Photography’s birth in the 19th century is often told as the tale of Louis Daguerre and William Henry Fox Talbot. Yet lurking behind these famous figures is Sir John Herschel (1792–1871) – a polymath scientist whose foundational contributions have long remained in the shadows. Herschel, better known in his day as a leading astronomer, was nonetheless pivotal in inventing the very language and chemistry of photography. He discovered the chemical “fixer” that made photographs permanent, pioneered the cyanotype (blueprint) process, and coined terms like “photography,” “positive,” and “negative.” This article introduces Herschel as the often-overlooked architect of photography’s invention, setting the stage for a deeper exploration of his legacy in this series. All claims are drawn from scholarly research and historical correspondence, grounding Herschel’s story in the academic record.
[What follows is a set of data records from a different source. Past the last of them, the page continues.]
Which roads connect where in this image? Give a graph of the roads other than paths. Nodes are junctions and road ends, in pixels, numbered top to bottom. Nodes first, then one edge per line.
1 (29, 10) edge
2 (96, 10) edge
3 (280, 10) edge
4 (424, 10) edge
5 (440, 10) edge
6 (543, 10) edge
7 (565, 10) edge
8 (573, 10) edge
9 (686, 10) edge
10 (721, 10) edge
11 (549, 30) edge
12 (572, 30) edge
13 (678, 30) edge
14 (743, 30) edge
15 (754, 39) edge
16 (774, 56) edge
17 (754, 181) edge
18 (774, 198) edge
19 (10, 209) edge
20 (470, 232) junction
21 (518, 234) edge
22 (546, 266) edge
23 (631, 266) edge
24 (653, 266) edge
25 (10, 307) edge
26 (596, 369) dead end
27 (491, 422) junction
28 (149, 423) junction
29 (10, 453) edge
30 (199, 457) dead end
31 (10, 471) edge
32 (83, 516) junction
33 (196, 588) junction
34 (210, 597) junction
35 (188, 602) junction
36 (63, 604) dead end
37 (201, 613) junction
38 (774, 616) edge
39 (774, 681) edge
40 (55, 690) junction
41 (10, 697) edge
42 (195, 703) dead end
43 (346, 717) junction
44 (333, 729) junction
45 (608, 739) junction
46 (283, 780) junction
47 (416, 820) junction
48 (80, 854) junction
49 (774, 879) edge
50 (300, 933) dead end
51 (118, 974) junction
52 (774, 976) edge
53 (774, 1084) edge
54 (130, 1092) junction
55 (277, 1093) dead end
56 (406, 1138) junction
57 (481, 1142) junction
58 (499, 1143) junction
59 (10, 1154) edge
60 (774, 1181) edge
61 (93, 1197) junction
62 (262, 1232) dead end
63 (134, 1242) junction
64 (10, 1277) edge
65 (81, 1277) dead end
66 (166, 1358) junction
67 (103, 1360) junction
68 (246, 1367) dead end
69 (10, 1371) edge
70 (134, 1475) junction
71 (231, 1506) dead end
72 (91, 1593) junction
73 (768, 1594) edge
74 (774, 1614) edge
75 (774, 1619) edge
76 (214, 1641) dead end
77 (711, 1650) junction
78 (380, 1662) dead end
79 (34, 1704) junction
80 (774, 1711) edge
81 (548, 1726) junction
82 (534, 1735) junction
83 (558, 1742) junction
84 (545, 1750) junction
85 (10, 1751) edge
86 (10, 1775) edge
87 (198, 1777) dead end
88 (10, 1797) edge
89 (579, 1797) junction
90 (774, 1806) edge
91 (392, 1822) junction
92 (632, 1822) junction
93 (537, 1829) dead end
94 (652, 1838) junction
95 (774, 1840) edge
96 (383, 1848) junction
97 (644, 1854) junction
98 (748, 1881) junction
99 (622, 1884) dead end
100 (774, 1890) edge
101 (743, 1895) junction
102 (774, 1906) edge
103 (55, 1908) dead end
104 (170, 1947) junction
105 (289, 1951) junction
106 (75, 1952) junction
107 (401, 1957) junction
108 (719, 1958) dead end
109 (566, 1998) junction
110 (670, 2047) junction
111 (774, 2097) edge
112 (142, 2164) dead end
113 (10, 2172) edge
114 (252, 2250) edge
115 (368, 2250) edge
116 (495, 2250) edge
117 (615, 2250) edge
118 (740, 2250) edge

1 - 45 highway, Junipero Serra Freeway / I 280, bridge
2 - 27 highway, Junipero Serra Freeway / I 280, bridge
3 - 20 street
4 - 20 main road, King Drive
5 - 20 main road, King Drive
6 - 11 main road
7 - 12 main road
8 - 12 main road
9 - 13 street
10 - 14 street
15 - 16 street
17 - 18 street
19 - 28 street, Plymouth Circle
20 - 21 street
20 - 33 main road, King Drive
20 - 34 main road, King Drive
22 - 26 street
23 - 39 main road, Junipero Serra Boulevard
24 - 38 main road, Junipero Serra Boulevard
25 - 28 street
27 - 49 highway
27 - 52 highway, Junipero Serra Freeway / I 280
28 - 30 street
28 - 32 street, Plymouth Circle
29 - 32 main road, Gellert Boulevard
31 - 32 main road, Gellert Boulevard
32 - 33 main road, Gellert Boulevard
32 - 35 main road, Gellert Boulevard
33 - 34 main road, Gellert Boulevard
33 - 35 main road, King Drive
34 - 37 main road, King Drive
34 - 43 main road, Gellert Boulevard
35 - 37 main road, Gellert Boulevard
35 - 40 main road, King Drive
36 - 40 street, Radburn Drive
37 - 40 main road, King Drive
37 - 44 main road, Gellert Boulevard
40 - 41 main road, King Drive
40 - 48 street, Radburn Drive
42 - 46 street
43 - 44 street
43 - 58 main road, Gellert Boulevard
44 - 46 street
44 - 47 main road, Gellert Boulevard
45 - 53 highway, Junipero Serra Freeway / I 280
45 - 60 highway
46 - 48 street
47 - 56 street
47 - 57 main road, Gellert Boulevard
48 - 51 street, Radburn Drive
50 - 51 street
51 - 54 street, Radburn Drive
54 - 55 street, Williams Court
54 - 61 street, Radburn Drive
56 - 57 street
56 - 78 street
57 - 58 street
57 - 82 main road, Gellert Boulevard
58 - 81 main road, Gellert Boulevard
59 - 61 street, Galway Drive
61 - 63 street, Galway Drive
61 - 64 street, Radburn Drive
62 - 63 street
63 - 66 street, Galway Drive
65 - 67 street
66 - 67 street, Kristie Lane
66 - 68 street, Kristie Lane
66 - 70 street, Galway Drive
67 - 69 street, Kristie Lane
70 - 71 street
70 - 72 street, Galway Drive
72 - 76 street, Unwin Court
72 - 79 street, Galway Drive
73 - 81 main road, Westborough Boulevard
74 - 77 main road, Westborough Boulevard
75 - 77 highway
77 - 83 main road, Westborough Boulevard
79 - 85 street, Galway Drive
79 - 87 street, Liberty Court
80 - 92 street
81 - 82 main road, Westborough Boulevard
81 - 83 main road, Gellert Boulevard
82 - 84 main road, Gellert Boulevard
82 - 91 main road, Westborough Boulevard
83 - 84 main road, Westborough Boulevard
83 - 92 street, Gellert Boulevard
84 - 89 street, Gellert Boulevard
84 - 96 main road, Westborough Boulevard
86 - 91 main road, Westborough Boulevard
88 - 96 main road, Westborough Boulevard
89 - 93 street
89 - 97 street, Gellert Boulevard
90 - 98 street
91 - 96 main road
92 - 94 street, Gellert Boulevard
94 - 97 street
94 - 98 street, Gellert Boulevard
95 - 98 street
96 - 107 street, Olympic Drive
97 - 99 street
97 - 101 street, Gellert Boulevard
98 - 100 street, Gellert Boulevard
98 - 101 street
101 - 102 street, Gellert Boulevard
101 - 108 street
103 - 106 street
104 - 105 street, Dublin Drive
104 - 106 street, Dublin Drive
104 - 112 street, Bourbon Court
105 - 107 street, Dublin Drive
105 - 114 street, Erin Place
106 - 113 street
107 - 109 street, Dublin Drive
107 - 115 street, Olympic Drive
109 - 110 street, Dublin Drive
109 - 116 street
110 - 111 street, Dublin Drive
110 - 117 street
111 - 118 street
A Polymath Steps Into the Picture
Sir John Herschel’s reputation in the 19th century rested chiefly on his astronomical achievements. The son of William Herschel (discoverer of Uranus), John co-founded the Royal Astronomical Society and mapped the southern skies from Cape Town. He contributed to mathematics, chemistry, and the philosophy of science – a true Victorian polymath. It was this broad scientific expertise that Herschel brought to bear when the “new art” of capturing images by light first burst onto the scene in 1839.
That year, news of Daguerre’s and Talbot’s independent photographic processes electrified the scientific world. Herschel immediately recognized photography’s potential and, drawing on his diverse knowledge, dove into experiments of his own. Historian Larry J. Schaaf notes that “the early experiments of Daguerre, Talbot and Herschel [in 1839]…are at once both complex and fascinating,” forming the crucible of photography’s invention. While Daguerre and Talbot became household names, Herschel’s equally crucial work would largely “remain in the shadows”. His low public profile in this arena belied the fact that Herschel was solving core technical problems and defining the terminology of the new medium.
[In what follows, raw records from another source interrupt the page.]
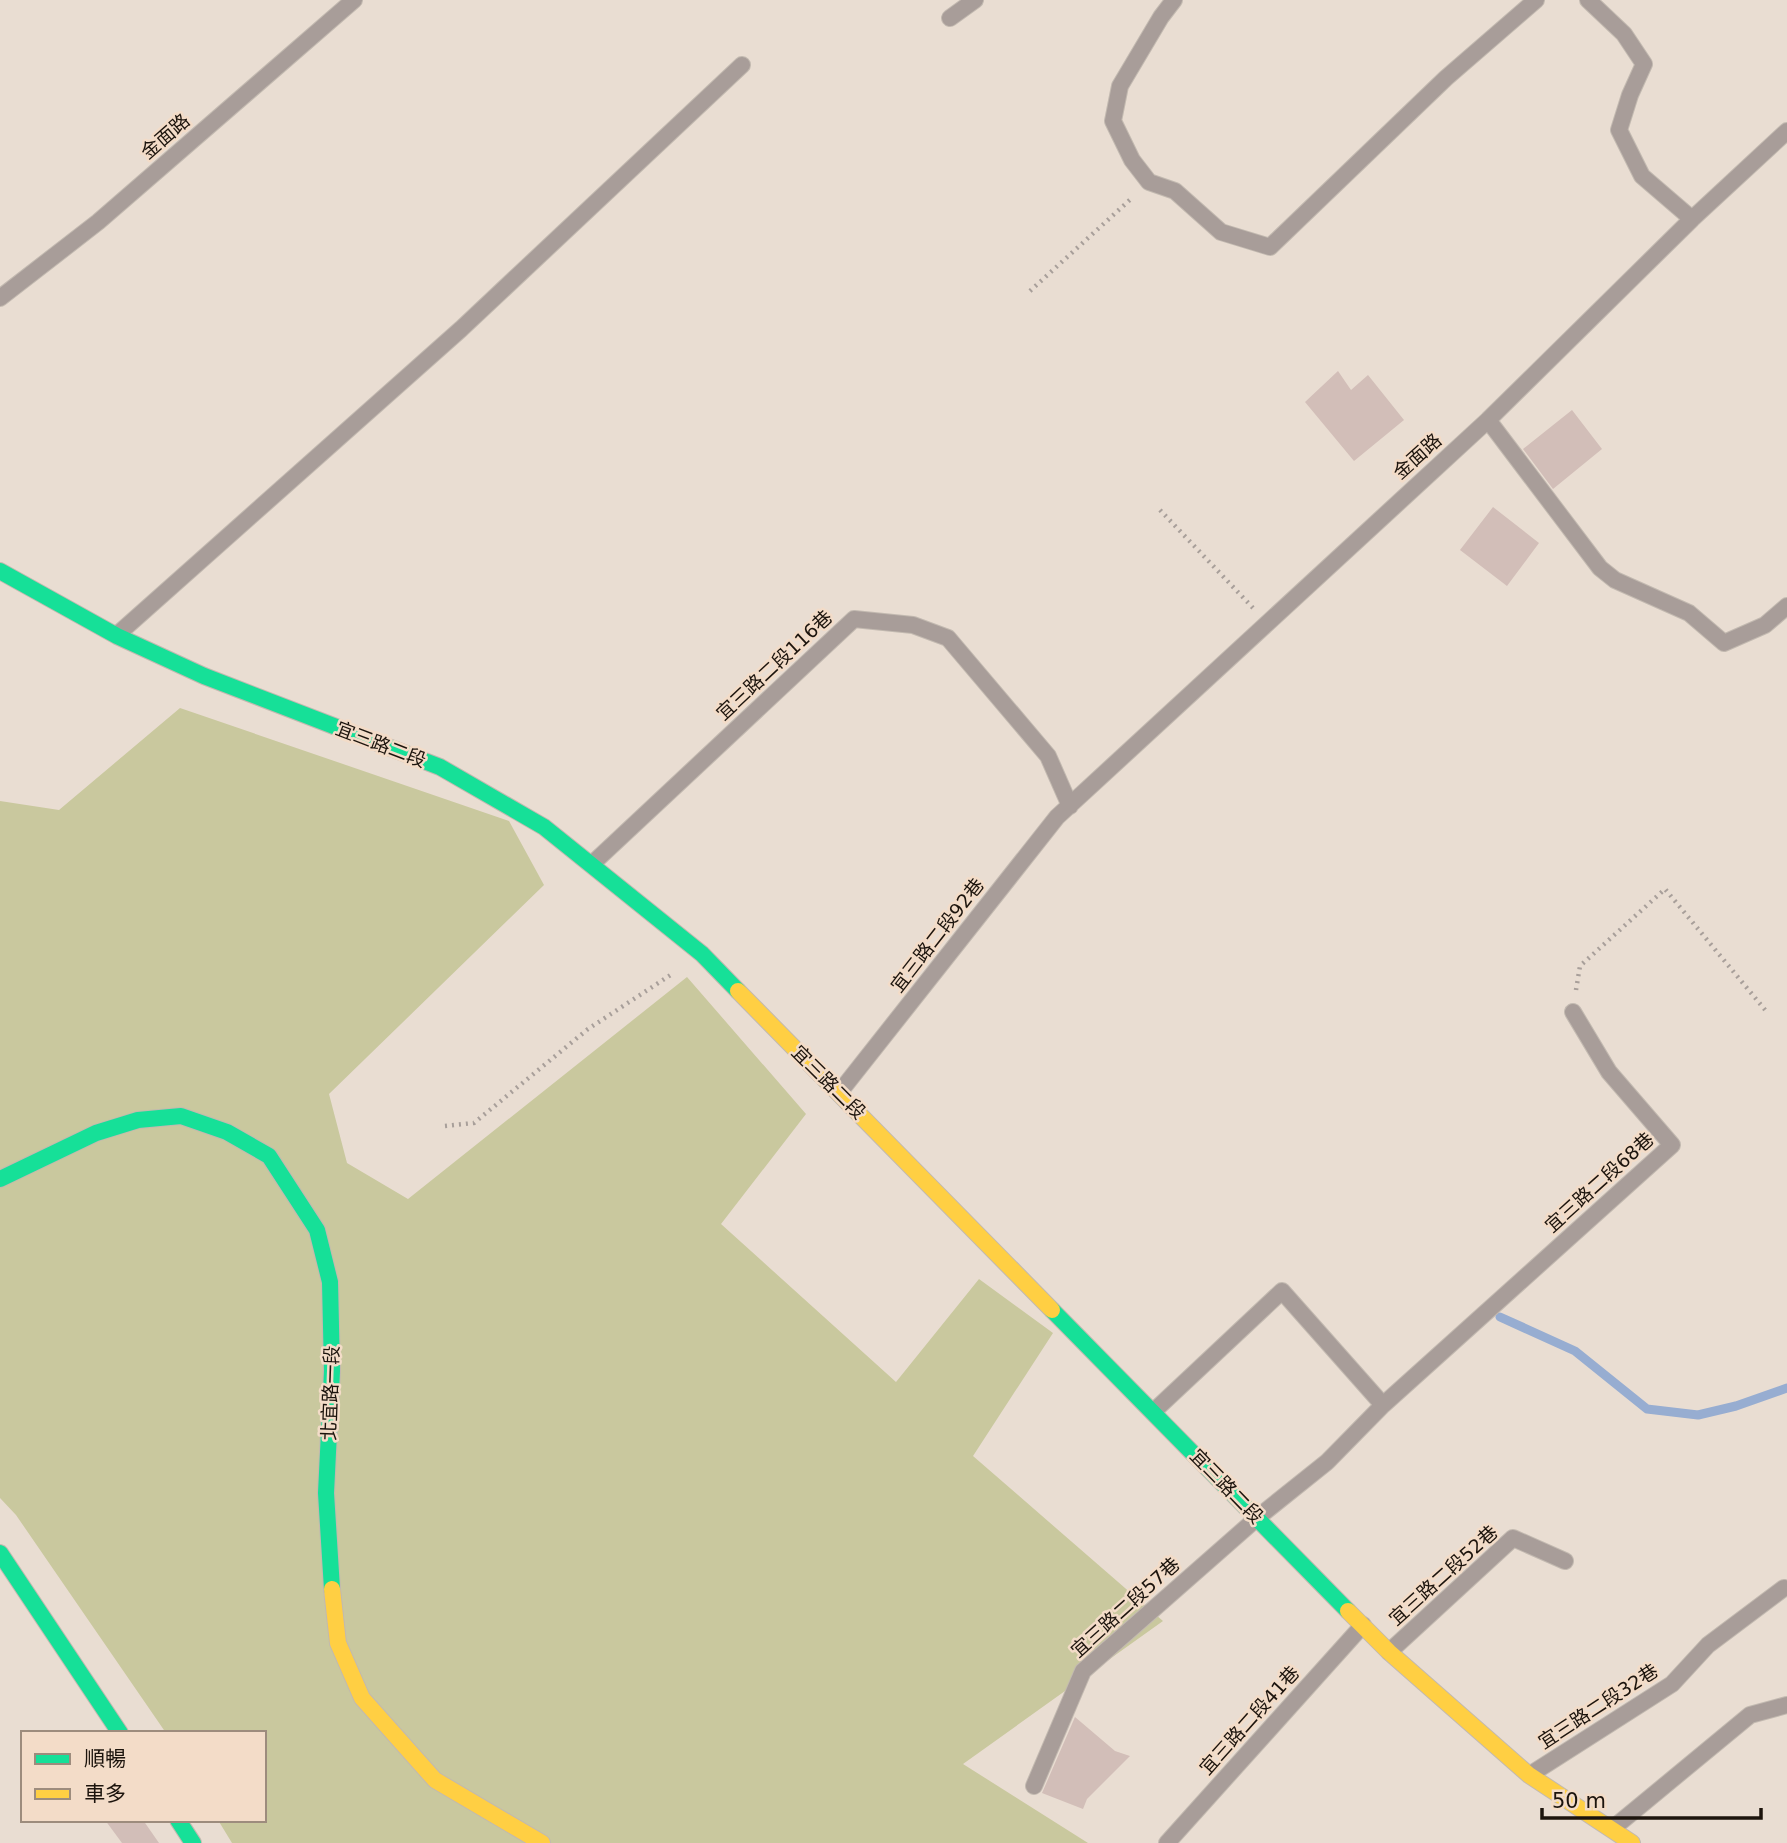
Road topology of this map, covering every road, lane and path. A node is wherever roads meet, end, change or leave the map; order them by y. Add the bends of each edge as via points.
1 (354, 0) edge
2 (975, 0) edge
3 (1536, 0) edge
4 (1588, 0) edge
5 (1173, 1) edge
6 (950, 18) dead end
7 (743, 65) dead end
8 (1787, 131) edge
9 (1149, 182) junction
10 (1692, 219) junction
11 (1030, 291) dead end
12 (0, 299) edge
13 (1488, 420) junction
14 (1160, 510) dead end
15 (0, 572) edge
16 (1787, 606) edge
17 (1266, 623) junction
18 (117, 636) junction
19 (1070, 806) junction
20 (592, 864) junction
21 (702, 954) junction
22 (1766, 1011) dead end
23 (1573, 1012) joint
24 (839, 1093) junction
25 (445, 1126) dead end
26 (0, 1179) edge
27 (1383, 1405) junction
28 (1154, 1411) junction
29 (1257, 1518) junction
30 (0, 1553) edge
31 (1565, 1561) dead end
32 (1784, 1588) dead end
33 (1363, 1625) junction
34 (1389, 1652) junction
35 (1787, 1705) edge
36 (119, 1731) edge
37 (1529, 1776) junction
38 (1034, 1786) dead end
39 (179, 1822) edge
40 (1620, 1839) edge
41 (193, 1843) edge
42 (542, 1843) edge
43 (1167, 1843) edge

1 - 12 lane, 金面路 via 98,222
2 - 6 lane
3 - 9 lane via 1446,78 1270,247 1221,232 1175,191
4 - 10 lane via 1623,34 1644,64 1619,130 1642,176
5 - 9 lane via 1120,86 1113,121
7 - 18 lane via 461,328
8 - 10 lane, 金面路
9 - 11 path
10 - 13 lane, 金面路
13 - 16 lane via 1600,568 1615,580 1689,613 1724,643 1765,625
13 - 17 lane, 金面路
14 - 17 path
15 - 18 street, 宜三路二段
17 - 19 lane, 金面路
18 - 20 street, 宜三路二段 via 204,676 440,767 544,827
19 - 20 lane, 宜三路二段116巷 via 1048,756 948,638 913,625 854,619
19 - 24 lane, 宜三路二段92巷
20 - 21 street, 宜三路二段
21 - 24 street, 宜三路二段
21 - 25 path via 588,1029 474,1123
22 - 23 path via 1665,889 1580,966
23 - 27 lane, 宜三路二段68巷 via 1609,1072 1672,1145
24 - 28 street, 宜三路二段
26 - 42 street, 北宜路一段 via 96,1133 138,1120 181,1116 227,1132 269,1156 317,1230 330,1282 332,1371 326,1493 338,1643 362,1698 435,1780
27 - 28 lane via 1282,1291
27 - 29 lane, 宜三路二段68巷 via 1327,1462
28 - 29 street, 宜三路二段
29 - 33 street, 宜三路二段
29 - 38 lane, 宜三路二段57巷 via 1083,1671
30 - 36 street
31 - 34 lane, 宜三路二段52巷 via 1513,1538
32 - 37 lane, 宜三路二段32巷 via 1707,1645 1672,1684
33 - 34 street, 宜三路二段
33 - 43 lane, 宜三路二段41巷
34 - 37 street, 宜三路二段
35 - 40 lane via 1750,1715
37 - 40 street, 宜三路二段
39 - 41 street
(Image: Sir John Herschel’s 1839 photograph of his father’s 40-foot telescope) Herschel’s pioneering work in 1839 produced the first photographic negatives on paper – images like this view of the Herschel telescope, which he fixed using “hypo” to make them permanent. [link]
“Hypo” – Making Images Permanent
One of the thorniest problems facing early experimenters like Thomas Wedgwood and Henry Talbot was how to “fix” a photographic image so that it would not fade when exposed to light. Herschel provided the solution from his chemical toolkit. As early as 1819, Herschel had discovered that hyposulphite of soda (sodium thiosulfate, later nicknamed “hypo”) could dissolve silver salts. Two decades later, when he learned of the photographic breakthroughs in January 1839, Herschel “immediately recalled this attribute as a mechanism for removing the remaining light-sensitive salts of silver” on photographic images. In other words, Herschel realized that washing a photo with hypo could make it permanent by dissolving unexposed silver halide.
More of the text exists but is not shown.